Our hearts carry the 19 children and 2 teachers who were killed in Uvalde. And I hear a Mother say to a reporter, remembering her 10-year-old daughter, “Please tell me that our children did not die in vain.”
We live in a real world. With real, often unimaginable pain. And in a world where burnout is real, and apathy too close behind. And at times, “Sorry, I just don’t know how to care.”
But here’s the deal: We still need one another. Because no one of us is on this journey alone. Let us continue to grow and learn, and repent and heal.
I can almost hear my hero’s voice (Mr. Rogers)… “When I was a boy and I would see scary things in the news, my mother would say to me, ‘Look for the helpers. You will always find people who are helping.’ To this day, especially in times of ‘disaster,’ I remember my mother’s words and I am always comforted by realizing that there are still so many helpers – so many caring people in this world.” (Thank you Fred Rogers)
Hope comes from ordinary people who care. Helpers who try and give; and work to make safe places where we can heal. And grow.

Where to begin?
One. Let us stay emotionally and spiritually hydrated.
We are all wired to be replenished. And care of any kind begins with self-care.
I stand by that, more than ever. Depletion and exhaustion are rampant.
Not that many years ago, I spoke to a group of hospice care workers, about emotional and spiritual hydration. I started this way, “What I’m about to tell you is very selfish. I want you to be replenished. Because one day I will need one of you.”
No one of us is on this journey alone. And we need one another not only for care and comfort, but to pick up the pieces and find ways to create spaces in our world that do not diminish, belittle or devastate. What can I do to create that kind of world?
Too often, when I see acts of courage I see heroism, and I don’t see myself. Or I see how far I have to go. Or I see how far short I have fallen.
But I do understand tired. And I do understand discouraged. And I do understand the end of my resources.
So let’s begin here: How’s your spirit? What can we do to replenish it today?

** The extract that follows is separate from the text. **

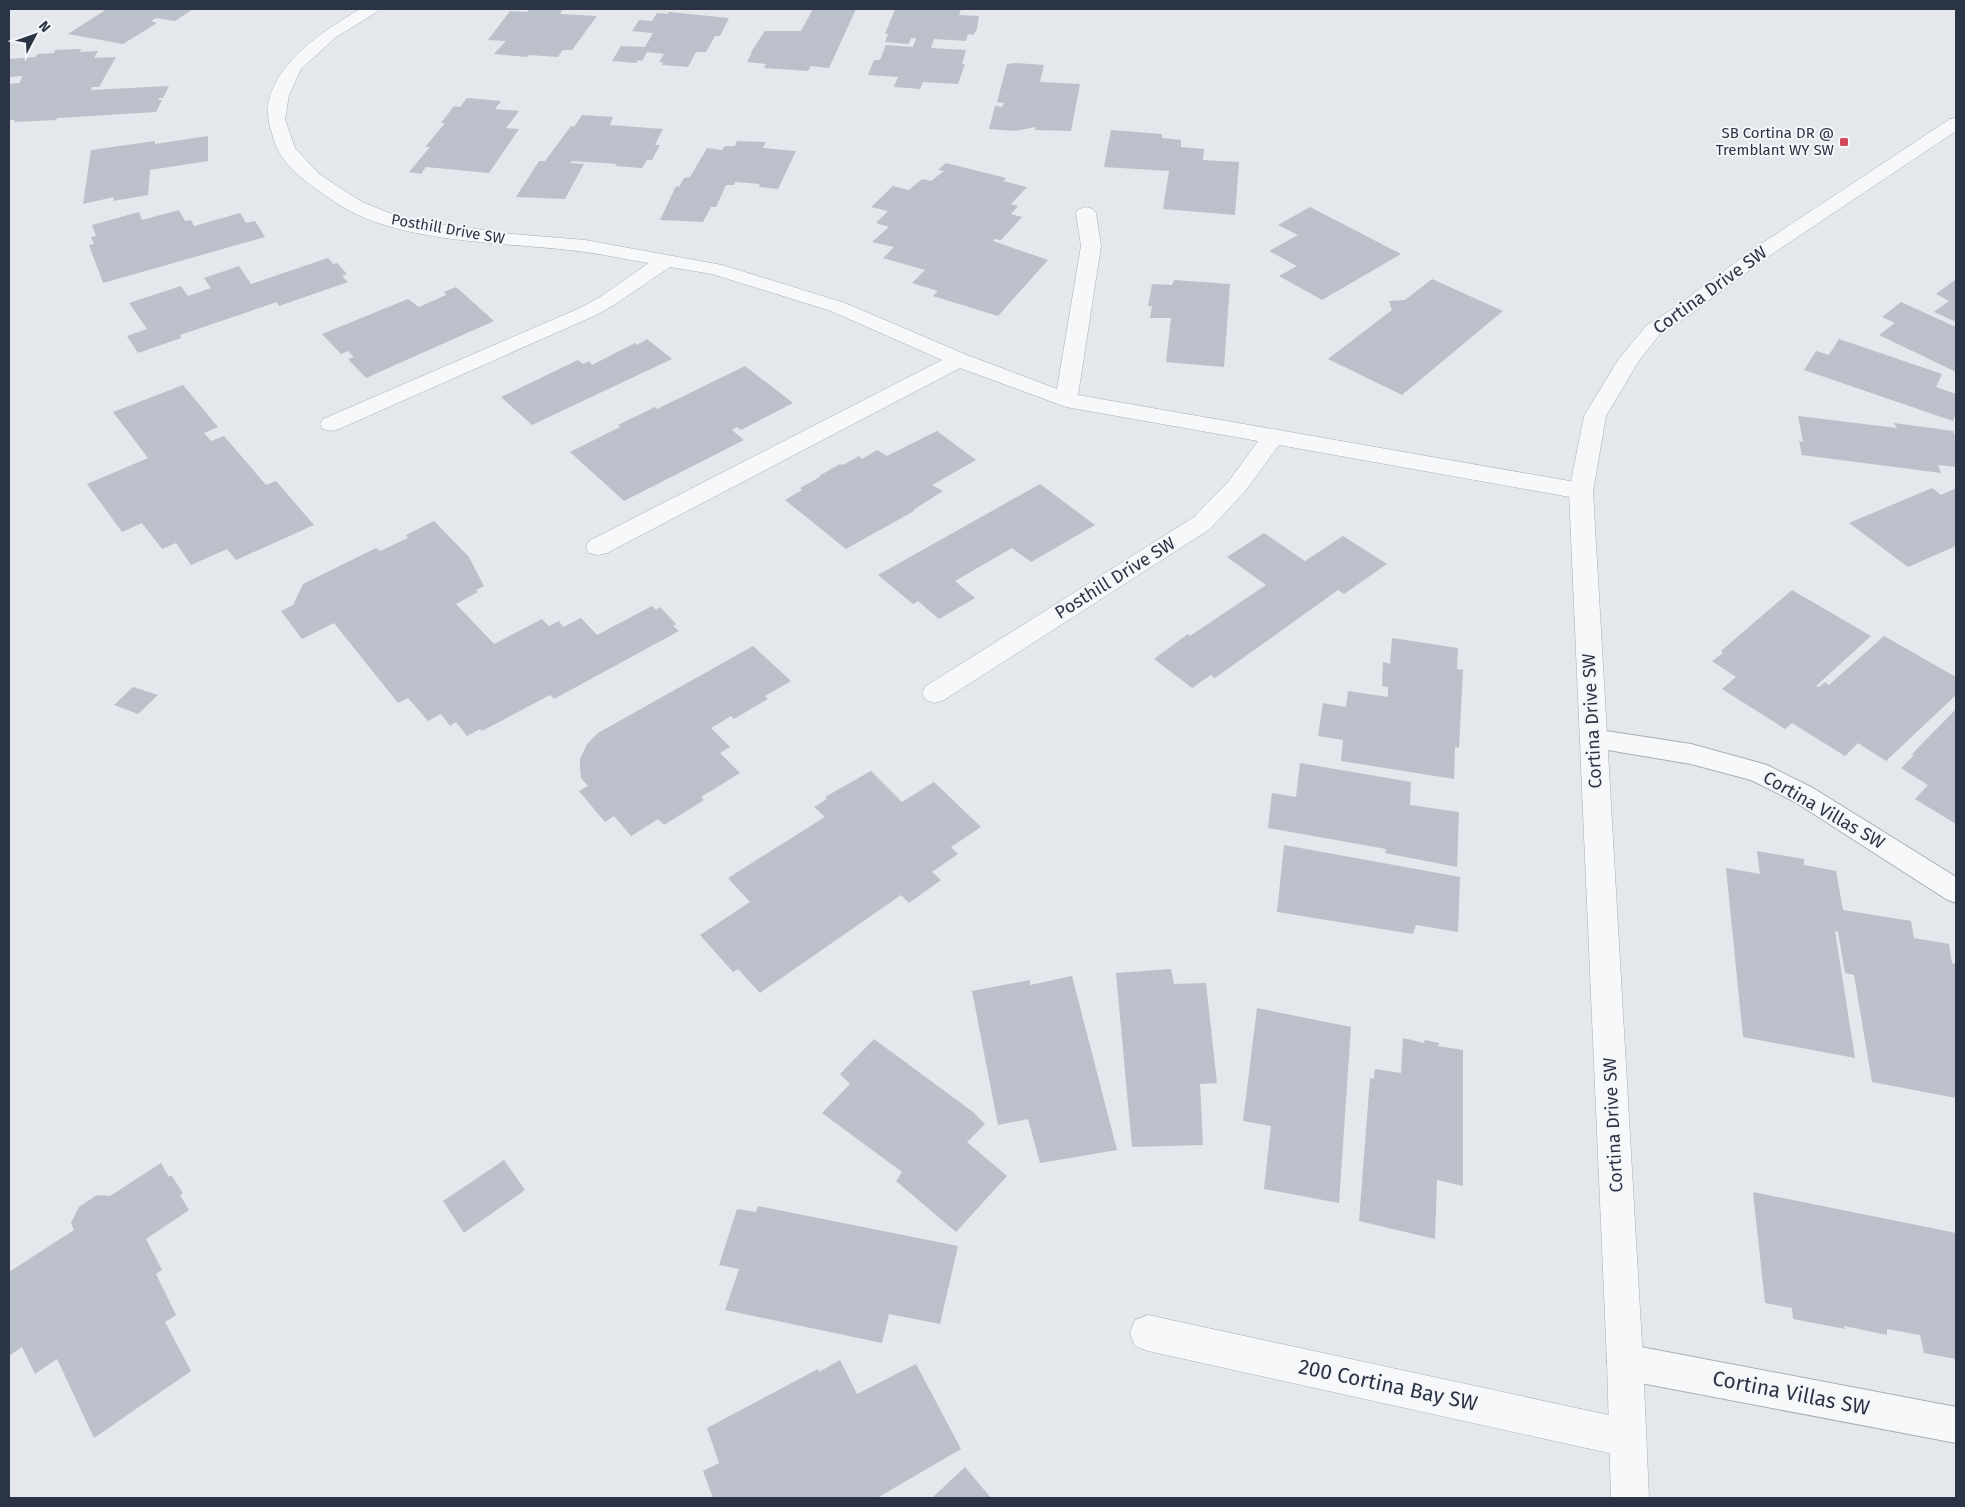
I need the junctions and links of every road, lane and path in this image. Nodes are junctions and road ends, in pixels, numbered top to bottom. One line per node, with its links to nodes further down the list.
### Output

Two. Let your light spill, without asking, “Is it enough?” Or, “Do I have what it takes?”
Where do we begin in our broken world? We begin in the small world, the one right in front of us.
Rear Admiral Thornton Miller Chief was the Chaplain at Normandy in WWII. Someone asked him, “Up and down the beach, with the shells going everywhere, why did you do that?”
“Because I’m a minister.”
“But didn’t you ask if they were Catholic or Protestant or Jew?”
“If you’re a minister, the only question you ask is, ‘Can I help you?'”
Here’s the deal: We are all wounded healers (where our wounds cease to be a source of shame and become a source of healing). No, this is not a strategy.  This is a fact.  It spills from those parts of our life that have been broken open, from those parts of us flawed and imperfect. So. What if this is not about accepting imperfection as some kind of divine teaching moment? What if the gift is in the inimitability of our humanity? When we embrace what is already inside, we live from the power of sufficiency, and let it spill.

I am (quite literally) here today because of people who let light (kindness, compassion, healing) spill in my life, at times when bleakness was too much to carry.
And I continue to write Sabbath Moment because I want to live in our real world, with a soft heart. Where hope is still real. I want to create places for sanctuary, empathy, inclusion, compassion, kindness and healing… spaces where we are refueled to make a difference.

Three. We show up.
As Ashley Judd noted when talking about her mother, “You can pretend to care. But you can’t pretend to show up.”
And my mantra (from David Orr). “The plain fact is that the planet does not need more successful people. But it does desperately needs more peacemakers, healers, restorers, storytellers, and lovers of every kind. It needs people who live well in their place. It needs people of moral courage willing to join the fight to make the world habitable and humane.” 

One way to show up is to pray. There is no doubt about that. It makes a difference. But, as Rev. Tish Harrison Warren reminds us today, “There is a saying in the Christian tradition that comes from monastic practice: ‘Ora et labora.’ Pray and work. It tells us that prayer and work, contemplation and action, are held together and inform one another. In Uvalde, I heard many times that ‘prayer is powerful.’ I believe that. And I believe that through prayer, God sends us into the hard work of loving others, in action and in policy. I have prayed for Uvalde and the victims there. I also think we desperately need far tighter gun restrictions in the United States and that this is an urgent moral issue. As a priest and as a mother, I believe it is imperative that lawmakers act to prevent the next mass shooting and address America’s gun problem.
Yet to say we need political action is not to say that it will ever be enough. We also need youth rec rooms. We need people who show up and stay with hurting families till late in the night. We need people who love their city and their church and pour their lives out for the people around them. And we need changed hearts.” (Thank you Rev. Tish)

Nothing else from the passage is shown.